> [REQUIRED WORK] Please filter the entries for the word "above" and copy every line that has it.

> [RECORDS PROVIDED]

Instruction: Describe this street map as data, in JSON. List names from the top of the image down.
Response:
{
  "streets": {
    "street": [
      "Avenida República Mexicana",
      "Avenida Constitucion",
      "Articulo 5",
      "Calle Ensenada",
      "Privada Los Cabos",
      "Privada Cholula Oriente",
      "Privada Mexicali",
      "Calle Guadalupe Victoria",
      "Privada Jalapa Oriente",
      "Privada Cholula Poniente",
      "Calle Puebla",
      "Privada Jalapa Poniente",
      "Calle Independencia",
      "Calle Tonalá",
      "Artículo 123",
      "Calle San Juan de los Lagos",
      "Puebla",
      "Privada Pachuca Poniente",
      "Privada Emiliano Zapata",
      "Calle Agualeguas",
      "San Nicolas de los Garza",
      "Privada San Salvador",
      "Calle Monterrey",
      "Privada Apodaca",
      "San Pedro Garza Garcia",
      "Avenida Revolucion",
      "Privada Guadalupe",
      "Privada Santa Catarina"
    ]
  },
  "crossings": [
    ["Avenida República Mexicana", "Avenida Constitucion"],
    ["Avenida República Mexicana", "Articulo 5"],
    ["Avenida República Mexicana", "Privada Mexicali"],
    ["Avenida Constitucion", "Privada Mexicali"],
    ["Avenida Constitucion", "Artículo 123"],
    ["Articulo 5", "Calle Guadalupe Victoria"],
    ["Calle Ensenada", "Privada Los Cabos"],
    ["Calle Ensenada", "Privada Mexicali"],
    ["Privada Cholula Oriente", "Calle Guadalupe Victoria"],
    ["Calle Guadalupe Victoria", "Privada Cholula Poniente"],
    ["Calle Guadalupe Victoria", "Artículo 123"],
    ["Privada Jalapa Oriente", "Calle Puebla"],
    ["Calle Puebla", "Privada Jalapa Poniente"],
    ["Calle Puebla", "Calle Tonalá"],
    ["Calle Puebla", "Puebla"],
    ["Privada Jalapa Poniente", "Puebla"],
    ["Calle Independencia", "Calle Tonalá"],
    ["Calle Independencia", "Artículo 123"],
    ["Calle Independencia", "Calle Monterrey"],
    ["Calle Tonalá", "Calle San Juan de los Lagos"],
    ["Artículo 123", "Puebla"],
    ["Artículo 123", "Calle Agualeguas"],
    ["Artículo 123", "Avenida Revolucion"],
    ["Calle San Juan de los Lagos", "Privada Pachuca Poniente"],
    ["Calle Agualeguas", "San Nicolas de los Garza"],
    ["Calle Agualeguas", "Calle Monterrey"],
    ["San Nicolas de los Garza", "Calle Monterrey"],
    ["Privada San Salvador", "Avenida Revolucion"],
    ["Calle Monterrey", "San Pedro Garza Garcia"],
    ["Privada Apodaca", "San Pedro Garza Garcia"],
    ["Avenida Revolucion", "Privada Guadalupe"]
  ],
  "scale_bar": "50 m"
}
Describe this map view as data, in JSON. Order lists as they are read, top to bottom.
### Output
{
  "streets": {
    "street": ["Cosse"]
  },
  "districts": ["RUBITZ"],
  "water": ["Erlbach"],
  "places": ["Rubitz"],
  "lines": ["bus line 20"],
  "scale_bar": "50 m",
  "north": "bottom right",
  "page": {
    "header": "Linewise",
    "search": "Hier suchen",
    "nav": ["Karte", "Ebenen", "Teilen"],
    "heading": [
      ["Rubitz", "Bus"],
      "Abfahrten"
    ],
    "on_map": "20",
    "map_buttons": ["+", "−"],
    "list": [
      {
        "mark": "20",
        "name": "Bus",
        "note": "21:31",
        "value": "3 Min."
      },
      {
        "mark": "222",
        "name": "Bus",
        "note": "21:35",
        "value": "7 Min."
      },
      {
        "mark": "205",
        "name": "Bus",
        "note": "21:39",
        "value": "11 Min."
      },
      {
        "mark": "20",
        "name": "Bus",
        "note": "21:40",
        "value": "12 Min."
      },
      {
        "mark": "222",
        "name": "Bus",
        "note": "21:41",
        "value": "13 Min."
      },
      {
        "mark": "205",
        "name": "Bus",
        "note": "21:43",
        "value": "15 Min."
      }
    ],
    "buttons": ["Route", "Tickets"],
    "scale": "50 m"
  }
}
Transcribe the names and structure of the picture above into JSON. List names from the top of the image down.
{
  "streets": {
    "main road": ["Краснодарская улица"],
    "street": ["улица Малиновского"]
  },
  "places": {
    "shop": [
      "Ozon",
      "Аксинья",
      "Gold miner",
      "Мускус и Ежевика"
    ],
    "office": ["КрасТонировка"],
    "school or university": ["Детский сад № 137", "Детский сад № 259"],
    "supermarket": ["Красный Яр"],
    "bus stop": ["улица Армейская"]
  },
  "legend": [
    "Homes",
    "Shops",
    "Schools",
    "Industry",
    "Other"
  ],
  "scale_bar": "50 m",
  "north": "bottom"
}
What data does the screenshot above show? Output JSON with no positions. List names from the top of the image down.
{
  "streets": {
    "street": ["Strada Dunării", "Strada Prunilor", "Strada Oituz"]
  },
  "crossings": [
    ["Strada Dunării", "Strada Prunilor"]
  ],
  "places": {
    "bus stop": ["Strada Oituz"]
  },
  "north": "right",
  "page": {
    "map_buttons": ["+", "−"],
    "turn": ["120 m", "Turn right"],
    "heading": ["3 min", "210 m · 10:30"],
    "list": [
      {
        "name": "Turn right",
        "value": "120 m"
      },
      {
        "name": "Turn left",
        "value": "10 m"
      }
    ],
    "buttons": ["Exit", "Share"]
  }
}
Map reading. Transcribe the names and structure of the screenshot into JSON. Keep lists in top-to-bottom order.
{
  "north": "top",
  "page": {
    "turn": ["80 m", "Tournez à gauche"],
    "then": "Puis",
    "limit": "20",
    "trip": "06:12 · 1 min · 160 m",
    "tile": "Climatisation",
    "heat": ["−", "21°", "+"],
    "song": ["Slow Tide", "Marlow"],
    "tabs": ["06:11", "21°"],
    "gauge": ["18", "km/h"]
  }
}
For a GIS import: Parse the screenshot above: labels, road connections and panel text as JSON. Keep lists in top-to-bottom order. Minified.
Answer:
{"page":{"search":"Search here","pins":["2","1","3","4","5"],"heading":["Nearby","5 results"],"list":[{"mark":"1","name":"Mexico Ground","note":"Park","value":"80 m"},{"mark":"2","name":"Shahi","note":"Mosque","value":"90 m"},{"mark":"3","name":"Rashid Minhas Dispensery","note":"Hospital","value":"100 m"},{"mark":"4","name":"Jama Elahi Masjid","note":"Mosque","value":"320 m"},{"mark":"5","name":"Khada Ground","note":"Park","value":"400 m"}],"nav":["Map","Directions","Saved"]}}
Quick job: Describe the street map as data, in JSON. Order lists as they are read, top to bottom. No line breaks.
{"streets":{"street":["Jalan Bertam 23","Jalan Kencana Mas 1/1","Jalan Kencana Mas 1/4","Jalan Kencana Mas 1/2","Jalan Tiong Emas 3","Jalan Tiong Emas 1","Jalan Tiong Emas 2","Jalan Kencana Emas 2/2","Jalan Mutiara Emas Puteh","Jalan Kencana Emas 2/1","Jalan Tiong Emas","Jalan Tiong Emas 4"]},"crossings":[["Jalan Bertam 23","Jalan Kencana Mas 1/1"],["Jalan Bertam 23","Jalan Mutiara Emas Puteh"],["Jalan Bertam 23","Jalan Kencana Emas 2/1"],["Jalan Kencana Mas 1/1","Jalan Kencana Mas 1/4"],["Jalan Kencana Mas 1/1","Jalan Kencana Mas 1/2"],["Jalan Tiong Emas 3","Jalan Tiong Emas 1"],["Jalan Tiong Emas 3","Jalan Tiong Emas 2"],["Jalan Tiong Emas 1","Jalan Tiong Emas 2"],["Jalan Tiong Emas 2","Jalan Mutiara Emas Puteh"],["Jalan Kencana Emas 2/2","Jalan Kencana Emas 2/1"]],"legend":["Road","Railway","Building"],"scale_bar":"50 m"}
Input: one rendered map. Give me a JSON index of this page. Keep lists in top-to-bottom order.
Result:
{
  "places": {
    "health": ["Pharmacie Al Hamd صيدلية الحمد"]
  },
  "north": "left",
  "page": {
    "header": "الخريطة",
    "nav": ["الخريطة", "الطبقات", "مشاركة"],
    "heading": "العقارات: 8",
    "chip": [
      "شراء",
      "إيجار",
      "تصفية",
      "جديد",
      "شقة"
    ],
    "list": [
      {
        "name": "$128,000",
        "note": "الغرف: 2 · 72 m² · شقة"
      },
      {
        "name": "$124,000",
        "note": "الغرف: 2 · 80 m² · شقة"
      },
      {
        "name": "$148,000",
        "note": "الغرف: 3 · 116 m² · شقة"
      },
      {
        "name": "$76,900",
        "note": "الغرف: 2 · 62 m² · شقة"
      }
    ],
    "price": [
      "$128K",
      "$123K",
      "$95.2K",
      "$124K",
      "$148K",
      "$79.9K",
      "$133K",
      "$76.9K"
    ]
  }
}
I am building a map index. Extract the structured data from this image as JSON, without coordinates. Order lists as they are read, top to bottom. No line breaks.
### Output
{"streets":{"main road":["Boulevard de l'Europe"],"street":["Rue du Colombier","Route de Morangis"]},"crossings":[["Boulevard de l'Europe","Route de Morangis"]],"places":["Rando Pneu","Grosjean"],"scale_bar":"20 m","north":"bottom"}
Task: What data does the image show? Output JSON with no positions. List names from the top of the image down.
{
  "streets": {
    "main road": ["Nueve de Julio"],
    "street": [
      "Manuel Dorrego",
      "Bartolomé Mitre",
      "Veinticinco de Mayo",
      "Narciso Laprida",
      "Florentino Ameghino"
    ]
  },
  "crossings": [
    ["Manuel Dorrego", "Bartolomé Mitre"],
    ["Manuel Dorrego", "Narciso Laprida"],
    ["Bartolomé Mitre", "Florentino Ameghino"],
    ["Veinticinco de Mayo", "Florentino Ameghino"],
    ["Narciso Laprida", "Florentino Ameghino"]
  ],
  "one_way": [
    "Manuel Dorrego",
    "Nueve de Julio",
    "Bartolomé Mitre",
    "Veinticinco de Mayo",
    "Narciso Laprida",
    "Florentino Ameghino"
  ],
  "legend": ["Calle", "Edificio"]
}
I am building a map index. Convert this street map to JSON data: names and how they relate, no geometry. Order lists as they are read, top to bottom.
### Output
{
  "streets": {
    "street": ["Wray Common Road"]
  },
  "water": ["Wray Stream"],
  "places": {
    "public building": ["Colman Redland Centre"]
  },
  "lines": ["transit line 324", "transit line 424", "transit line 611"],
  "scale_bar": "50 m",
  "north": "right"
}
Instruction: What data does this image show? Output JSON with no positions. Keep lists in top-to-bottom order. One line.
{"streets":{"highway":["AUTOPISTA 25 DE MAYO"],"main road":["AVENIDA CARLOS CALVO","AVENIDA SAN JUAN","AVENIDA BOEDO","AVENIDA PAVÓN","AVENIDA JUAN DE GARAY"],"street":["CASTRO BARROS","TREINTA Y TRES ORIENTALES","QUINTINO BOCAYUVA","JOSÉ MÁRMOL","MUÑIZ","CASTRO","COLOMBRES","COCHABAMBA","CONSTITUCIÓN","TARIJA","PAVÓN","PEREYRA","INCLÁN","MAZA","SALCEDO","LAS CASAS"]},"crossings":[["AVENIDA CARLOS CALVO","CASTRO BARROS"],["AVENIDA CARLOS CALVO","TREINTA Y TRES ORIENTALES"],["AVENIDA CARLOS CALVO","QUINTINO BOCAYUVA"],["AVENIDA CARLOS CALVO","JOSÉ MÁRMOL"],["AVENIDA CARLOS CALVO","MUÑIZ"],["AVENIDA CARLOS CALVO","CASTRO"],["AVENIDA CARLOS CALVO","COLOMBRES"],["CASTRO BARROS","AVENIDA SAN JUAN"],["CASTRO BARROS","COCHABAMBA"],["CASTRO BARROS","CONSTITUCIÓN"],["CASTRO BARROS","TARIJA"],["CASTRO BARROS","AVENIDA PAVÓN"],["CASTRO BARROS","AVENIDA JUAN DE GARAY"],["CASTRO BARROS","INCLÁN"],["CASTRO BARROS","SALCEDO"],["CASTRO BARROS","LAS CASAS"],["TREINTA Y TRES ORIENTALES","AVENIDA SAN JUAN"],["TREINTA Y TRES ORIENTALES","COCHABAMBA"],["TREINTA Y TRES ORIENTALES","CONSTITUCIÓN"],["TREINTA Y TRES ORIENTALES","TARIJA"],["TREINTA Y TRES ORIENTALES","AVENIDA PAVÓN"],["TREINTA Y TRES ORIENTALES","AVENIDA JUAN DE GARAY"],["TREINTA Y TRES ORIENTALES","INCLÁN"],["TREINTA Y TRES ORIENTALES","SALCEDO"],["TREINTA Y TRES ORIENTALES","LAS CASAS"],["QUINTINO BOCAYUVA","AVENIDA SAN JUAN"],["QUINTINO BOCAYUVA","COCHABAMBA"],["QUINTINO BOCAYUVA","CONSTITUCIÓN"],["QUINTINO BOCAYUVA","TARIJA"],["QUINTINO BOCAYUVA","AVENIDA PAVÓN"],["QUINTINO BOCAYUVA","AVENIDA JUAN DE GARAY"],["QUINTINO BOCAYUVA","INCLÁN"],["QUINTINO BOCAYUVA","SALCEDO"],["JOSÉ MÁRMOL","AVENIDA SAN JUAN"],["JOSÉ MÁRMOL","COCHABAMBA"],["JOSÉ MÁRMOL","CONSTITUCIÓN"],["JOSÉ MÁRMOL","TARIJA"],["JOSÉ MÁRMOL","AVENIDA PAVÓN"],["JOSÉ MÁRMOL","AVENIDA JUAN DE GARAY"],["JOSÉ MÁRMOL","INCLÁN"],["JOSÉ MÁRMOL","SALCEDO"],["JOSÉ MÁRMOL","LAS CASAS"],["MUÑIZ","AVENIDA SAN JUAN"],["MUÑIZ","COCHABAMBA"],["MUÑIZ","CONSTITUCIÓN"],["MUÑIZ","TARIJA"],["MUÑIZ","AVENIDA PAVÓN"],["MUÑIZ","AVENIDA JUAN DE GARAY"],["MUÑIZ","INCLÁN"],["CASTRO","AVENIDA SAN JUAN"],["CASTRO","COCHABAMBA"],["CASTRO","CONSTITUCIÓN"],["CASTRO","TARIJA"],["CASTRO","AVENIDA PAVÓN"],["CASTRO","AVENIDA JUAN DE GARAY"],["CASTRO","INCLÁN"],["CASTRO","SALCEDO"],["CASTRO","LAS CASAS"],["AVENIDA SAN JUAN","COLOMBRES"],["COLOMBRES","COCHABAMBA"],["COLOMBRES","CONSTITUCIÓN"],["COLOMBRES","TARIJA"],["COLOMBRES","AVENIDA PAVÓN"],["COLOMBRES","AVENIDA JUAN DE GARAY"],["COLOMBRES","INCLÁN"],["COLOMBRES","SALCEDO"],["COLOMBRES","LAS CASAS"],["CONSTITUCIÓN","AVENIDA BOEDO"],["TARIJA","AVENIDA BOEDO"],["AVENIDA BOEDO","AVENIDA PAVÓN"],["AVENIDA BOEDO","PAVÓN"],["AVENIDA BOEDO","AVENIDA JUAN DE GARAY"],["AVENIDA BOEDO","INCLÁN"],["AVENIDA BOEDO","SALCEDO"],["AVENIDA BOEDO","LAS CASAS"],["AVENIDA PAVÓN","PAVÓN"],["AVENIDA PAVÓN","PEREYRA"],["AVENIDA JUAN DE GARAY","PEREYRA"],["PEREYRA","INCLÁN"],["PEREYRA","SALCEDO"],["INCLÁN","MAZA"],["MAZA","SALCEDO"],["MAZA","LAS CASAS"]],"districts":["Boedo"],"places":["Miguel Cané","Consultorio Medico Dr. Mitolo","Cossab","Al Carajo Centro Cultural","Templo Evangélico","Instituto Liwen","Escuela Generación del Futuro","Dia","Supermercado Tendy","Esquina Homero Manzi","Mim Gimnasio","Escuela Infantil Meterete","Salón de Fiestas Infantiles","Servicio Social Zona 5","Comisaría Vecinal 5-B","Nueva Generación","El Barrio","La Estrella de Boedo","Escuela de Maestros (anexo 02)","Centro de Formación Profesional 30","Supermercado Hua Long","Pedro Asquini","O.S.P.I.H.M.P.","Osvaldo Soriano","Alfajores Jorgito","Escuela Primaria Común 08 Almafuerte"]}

> [ANSWER SPACE]
Transcribe the names and structure of the picture above into JSON. List names from the top of the image down.
What data does the screenshot above show? Output JSON with no positions. List names from the top of the image down.
For a GIS import: Parse the screenshot above: labels, road connections and panel text as JSON. Keep lists in top-to-bottom order. Minified.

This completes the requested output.